Normal forms for morphisms in SimplexCategoryGenRel.

In this file, we establish that P_δ and P_σ morphisms in SimplexCategoryGenRel each admits a normal form.

In both cases, the normal forms are encoded as an integer m, and a strictly increasing lists of integers [i₀,…,iₙ] such that iₖ ≤ m + k for all k. We define a predicate isAdmissible m : List ℕ → Prop encoding this property. And provide some lemmas to help work with such lists.

Normal forms for P_σ morphisms are encoded by m-admissible lists, in which case the list [i₀,…,iₙ] represents the morphism σ iₙ ≫ ⋯ ≫ σ i₀ : .mk (m + n) ⟶ .mk n.

Normal forms for P_δ morphisms are encoded by (m + 1)-admissible lists, in which case the list [i₀,…,iₙ] represents the morphism δ i₀ ≫ ⋯ ≫ δ iₙ : .mk n ⟶ .mk (m + n).

The results in this file are to be treated as implementation-only, and they only serve as stepping stones towards proving that the canonical functor toSimplexCategory : SimplexCategoryGenRel ⥤ SimplexCategory is an equivalence.

References:

• Kerodon Tag 04FQ
• Kerodon Tag 04FT

TODOs:

• Show that every P_δ admits a unique normal form.

def SimplexCategoryGenRel.IsAdmissible (m : ℕ) (L : List ℕ) : Prop

A list of natural numbers [i₀, ⋯, iₙ]) is said to be m-admissible (for m : ℕ) if i₀ < ⋯ < iₙ and iₖ ≤ m + k for all k.

Equations

• SimplexCategoryGenRel.IsAdmissible m L = (List.Sorted (fun (x1 x2 : ℕ) => x1 < x2) L ∧ ∀ (k : ℕ) (h : k < L.length), L[k] ≤ m + k)

theorem SimplexCategoryGenRel.IsAdmissible.nil (m : ℕ) : IsAdmissible m []

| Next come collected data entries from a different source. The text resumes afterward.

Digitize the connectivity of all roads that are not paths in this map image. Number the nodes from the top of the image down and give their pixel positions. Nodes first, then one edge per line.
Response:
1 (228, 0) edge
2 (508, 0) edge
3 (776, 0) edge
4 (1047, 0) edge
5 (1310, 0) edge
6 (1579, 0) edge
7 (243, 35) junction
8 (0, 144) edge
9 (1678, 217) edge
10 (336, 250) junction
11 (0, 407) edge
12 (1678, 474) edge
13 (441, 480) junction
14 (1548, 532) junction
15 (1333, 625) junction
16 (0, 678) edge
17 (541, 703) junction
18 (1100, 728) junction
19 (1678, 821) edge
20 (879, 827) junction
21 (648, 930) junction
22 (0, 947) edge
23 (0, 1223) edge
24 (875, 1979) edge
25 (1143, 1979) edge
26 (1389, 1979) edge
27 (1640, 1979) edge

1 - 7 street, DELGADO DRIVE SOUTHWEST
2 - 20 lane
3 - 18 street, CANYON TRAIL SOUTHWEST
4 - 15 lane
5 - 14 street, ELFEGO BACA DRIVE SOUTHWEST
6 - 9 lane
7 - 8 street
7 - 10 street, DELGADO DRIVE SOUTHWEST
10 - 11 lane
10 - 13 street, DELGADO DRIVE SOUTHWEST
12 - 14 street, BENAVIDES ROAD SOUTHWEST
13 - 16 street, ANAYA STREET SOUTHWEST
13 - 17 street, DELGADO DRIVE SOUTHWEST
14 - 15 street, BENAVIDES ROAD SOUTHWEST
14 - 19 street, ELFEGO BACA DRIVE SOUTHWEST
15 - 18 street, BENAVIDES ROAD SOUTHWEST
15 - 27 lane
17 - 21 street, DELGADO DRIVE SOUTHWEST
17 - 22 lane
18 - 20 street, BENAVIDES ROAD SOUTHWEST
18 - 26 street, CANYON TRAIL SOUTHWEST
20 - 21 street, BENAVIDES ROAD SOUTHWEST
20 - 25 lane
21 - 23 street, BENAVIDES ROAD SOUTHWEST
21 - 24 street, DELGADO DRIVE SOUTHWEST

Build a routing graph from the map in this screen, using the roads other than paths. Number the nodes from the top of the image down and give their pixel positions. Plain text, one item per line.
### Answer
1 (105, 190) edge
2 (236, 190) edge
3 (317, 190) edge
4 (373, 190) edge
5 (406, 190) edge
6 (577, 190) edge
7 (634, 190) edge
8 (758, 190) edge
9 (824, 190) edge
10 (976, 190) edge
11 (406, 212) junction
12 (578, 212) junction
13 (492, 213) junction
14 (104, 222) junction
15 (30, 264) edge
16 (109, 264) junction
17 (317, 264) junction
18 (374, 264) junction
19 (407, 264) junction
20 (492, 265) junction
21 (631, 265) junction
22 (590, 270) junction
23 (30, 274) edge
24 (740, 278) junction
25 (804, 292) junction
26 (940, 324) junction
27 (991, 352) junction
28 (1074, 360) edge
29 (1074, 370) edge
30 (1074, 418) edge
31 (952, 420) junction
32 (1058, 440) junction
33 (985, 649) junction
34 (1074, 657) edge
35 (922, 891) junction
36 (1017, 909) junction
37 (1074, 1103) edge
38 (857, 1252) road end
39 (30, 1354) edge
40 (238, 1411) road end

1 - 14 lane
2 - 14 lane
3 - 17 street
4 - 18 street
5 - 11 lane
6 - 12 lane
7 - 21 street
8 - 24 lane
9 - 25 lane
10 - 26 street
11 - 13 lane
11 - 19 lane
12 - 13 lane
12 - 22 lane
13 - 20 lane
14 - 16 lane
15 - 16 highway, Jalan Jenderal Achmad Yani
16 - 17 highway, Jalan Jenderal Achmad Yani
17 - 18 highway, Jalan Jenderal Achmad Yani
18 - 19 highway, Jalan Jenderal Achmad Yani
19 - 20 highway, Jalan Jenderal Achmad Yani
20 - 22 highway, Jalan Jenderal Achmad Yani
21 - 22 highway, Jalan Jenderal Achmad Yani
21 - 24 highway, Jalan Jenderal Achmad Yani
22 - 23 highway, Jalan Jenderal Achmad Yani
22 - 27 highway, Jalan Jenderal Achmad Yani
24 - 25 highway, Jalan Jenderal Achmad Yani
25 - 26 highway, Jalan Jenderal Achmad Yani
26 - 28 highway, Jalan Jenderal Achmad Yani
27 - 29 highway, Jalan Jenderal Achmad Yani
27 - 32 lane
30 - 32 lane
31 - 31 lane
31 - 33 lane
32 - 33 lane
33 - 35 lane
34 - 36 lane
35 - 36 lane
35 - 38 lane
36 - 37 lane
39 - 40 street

theorem SimplexCategoryGenRel.IsAdmissible.sorted {m : ℕ} {L : List ℕ} (hL : IsAdmissible m L) : List.Sorted (fun (x1 x2 : ℕ) => x1 < x2) L

theorem SimplexCategoryGenRel.IsAdmissible.le {m : ℕ} {L : List ℕ} (hL : IsAdmissible m L) (k : ℕ) (h : k < L.length) : L[k] ≤ m + k

theorem SimplexCategoryGenRel.IsAdmissible.head_lt {m : ℕ} (a : ℕ) (L : List ℕ) (hl : IsAdmissible m (a :: L)) (a' : ℕ) : a' ∈ L → a < a'

If (a :: l) is m-admissible then a is less than all elements of l

theorem SimplexCategoryGenRel.IsAdmissible.cons {m : ℕ} (L : List ℕ) (hL : IsAdmissible (m + 1) L) (a : ℕ) (ha : a ≤ m) (ha' : ∀ (x : 0 < L.length), a < L[0]) : IsAdmissible m (a :: L)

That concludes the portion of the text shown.